* _EXERCISE_:
When a line of the entries contains "order", please list that line.

* _DATA EXTRACT_:
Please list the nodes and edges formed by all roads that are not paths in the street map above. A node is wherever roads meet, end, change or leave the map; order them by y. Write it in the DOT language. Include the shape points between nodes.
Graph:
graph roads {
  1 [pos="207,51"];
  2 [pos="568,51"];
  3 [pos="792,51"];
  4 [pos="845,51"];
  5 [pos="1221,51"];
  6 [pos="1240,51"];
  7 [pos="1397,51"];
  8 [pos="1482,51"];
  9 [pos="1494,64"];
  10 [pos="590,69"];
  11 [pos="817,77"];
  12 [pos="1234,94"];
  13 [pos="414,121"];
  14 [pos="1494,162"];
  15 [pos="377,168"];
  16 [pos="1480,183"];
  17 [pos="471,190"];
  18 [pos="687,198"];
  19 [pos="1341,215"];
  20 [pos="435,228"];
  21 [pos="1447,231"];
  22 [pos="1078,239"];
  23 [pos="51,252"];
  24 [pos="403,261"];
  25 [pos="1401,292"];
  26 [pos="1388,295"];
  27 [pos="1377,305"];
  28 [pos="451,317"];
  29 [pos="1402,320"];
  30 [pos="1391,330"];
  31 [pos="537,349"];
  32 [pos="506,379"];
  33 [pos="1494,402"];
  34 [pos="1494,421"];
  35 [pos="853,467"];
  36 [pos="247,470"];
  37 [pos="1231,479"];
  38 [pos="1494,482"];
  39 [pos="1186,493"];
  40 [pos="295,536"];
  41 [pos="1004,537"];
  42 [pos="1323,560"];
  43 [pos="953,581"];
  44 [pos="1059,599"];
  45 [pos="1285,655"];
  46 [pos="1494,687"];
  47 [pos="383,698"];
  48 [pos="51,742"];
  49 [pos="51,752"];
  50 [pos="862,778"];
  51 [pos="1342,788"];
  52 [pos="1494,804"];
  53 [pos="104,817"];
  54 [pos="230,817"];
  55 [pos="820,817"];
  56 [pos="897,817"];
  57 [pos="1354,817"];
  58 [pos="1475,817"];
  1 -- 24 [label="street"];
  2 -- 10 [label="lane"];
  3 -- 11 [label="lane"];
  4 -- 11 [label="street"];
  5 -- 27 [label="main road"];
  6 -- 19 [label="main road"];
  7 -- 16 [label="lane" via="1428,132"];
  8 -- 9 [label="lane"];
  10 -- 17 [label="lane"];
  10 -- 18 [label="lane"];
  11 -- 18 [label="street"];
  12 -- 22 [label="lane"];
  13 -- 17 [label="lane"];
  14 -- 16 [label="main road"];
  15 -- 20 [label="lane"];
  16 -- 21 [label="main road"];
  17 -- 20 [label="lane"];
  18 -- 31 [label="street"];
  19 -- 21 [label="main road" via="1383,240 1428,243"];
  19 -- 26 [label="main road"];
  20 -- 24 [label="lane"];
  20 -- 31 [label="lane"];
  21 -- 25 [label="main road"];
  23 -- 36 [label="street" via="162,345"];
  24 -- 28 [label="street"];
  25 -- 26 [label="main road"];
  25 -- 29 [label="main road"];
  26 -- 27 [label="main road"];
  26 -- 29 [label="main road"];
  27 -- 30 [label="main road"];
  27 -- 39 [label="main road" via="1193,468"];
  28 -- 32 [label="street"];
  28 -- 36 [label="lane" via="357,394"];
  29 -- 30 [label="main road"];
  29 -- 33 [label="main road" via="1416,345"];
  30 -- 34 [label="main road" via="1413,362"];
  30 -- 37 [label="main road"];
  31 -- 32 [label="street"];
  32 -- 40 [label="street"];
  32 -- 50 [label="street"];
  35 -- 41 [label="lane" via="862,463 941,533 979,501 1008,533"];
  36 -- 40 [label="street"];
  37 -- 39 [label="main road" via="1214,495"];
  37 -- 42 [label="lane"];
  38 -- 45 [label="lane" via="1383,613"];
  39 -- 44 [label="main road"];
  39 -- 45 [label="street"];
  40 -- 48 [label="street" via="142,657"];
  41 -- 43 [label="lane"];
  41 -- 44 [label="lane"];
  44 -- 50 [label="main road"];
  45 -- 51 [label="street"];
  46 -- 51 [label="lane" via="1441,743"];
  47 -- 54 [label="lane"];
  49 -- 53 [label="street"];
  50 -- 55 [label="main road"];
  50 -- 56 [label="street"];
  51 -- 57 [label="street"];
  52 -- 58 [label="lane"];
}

...

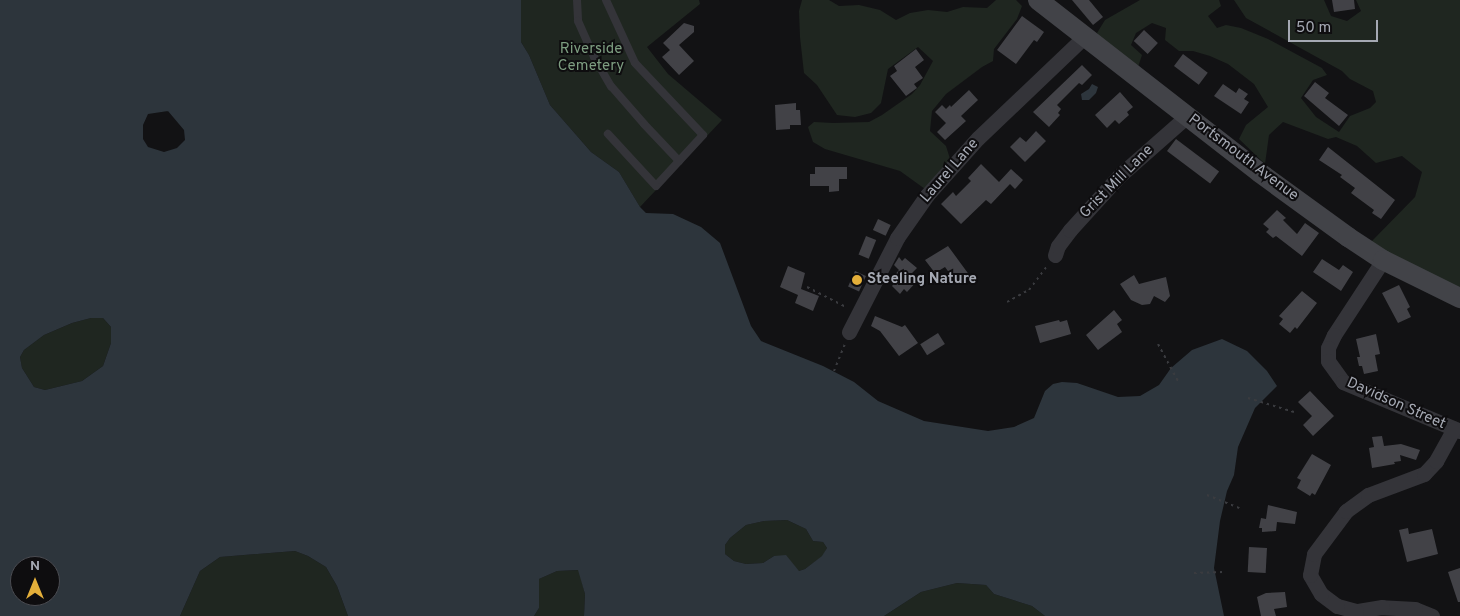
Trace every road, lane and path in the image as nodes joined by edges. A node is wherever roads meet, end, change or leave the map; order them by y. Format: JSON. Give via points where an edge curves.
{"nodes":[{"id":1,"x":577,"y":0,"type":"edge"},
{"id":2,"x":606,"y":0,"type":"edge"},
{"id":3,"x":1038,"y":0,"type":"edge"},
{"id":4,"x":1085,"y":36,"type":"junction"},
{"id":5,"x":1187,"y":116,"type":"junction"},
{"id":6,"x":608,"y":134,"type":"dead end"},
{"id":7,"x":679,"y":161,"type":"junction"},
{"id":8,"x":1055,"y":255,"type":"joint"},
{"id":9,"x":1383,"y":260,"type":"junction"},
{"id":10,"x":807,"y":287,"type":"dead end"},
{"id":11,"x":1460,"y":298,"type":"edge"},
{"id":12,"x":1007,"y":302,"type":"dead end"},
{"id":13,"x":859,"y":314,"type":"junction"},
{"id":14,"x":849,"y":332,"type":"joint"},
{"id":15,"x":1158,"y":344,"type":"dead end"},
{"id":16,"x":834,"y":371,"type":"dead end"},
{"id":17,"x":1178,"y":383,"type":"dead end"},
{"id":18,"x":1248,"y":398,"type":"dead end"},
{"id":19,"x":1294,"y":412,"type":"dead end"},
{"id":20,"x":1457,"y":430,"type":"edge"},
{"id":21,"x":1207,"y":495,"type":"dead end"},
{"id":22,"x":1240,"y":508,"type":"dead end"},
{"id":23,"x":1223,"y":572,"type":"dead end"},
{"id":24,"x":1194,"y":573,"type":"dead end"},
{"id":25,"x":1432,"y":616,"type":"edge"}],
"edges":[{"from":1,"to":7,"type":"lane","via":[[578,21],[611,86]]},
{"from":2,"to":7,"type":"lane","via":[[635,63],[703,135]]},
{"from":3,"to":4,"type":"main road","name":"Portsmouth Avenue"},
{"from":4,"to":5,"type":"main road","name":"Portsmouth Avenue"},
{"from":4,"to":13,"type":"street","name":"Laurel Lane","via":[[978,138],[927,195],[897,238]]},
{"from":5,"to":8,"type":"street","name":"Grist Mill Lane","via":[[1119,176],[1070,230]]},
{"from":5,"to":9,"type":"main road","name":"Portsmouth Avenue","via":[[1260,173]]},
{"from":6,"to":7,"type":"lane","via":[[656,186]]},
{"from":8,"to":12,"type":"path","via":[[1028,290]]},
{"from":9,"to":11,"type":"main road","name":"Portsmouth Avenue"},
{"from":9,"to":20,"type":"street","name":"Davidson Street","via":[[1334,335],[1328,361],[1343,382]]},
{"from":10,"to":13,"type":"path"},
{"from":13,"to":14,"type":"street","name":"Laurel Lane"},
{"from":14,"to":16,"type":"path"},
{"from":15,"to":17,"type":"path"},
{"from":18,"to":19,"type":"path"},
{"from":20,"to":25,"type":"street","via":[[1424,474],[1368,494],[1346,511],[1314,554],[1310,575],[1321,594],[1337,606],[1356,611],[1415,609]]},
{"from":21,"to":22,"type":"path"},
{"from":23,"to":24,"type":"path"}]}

* _RESULT FOR THIS EXERCISE_:
Please list the nodes and edges formed by all roads that are not paths in the street map above. A node is wherever roads meet, end, change or leave the map; order them by y. Write it in the DOT language. Include the shape points between nodes.
Trace every road, lane and path in the image as nodes joined by edges. A node is wherever roads meet, end, change or leave the map; order them by y. Format: JSON. Give via points where an edge curves.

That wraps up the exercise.